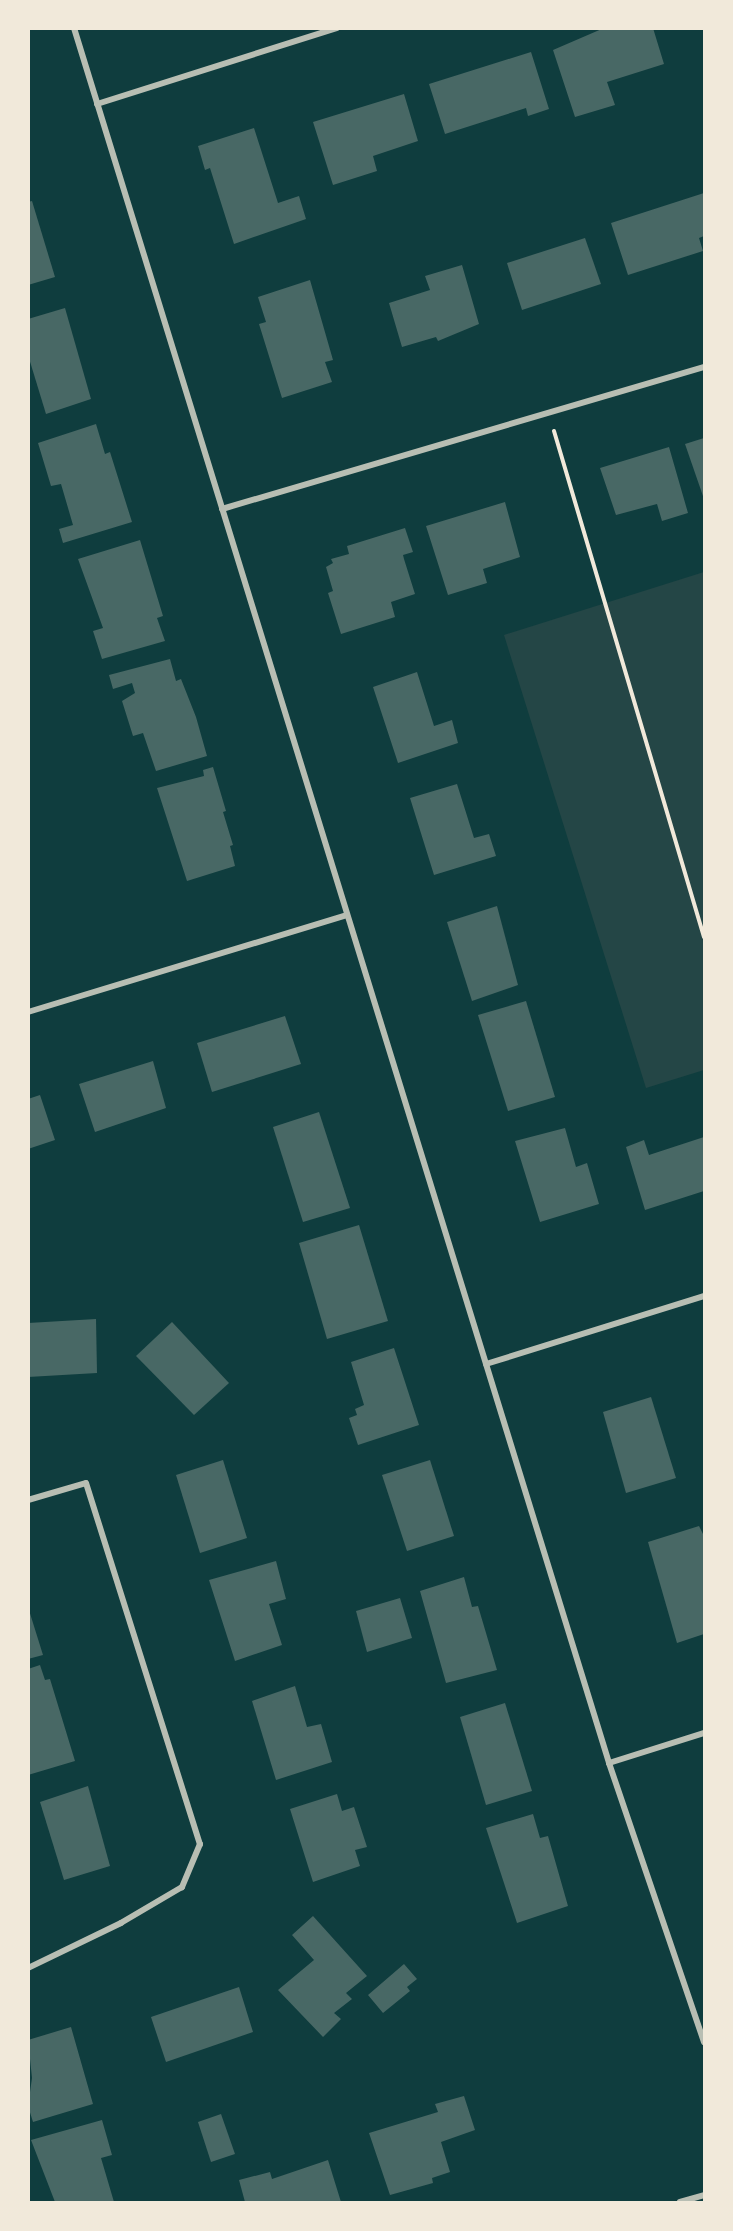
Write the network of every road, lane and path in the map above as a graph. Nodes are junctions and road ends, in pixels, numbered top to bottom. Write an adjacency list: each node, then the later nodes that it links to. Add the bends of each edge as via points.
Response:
1 (74, 28): 3 (street)
2 (337, 28): 3 (street)
3 (97, 104): 6 (street)
4 (705, 367): 5 (street)
5 (548, 413): 6 (street); 8 (path)
6 (222, 509): 7 (street)
7 (347, 915): 9 (street); 11 (street)
8 (705, 937)
9 (28, 1012)
10 (705, 1296): 11 (street)
11 (486, 1364): 14 (street)
12 (28, 1500): 15 (street, via 86,1483 200,1844 182,1887 122,1923)
13 (705, 1733): 14 (street)
14 (609, 1763): 16 (street)
15 (28, 1968)
16 (705, 2042)
17 (705, 2195): 18 (street)
18 (680, 2202)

Problem details
Would you please restate the records word for word, excluding any images?

Answer to this exercise
Write the network of every road, lane and path in the map above as a graph. Nodes are junctions and road ends, in pixels, numbered top to bottom. Write an adjacency list: each node, then the later nodes that it links to. Add the bends of each edge as via points.
Response:
1 (74, 28): 3 (street)
2 (337, 28): 3 (street)
3 (97, 104): 6 (street)
4 (705, 367): 5 (street)
5 (548, 413): 6 (street); 8 (path)
6 (222, 509): 7 (street)
7 (347, 915): 9 (street); 11 (street)
8 (705, 937)
9 (28, 1012)
10 (705, 1296): 11 (street)
11 (486, 1364): 14 (street)
12 (28, 1500): 15 (street, via 86,1483 200,1844 182,1887 122,1923)
13 (705, 1733): 14 (street)
14 (609, 1763): 16 (street)
15 (28, 1968)
16 (705, 2042)
17 (705, 2195): 18 (street)
18 (680, 2202)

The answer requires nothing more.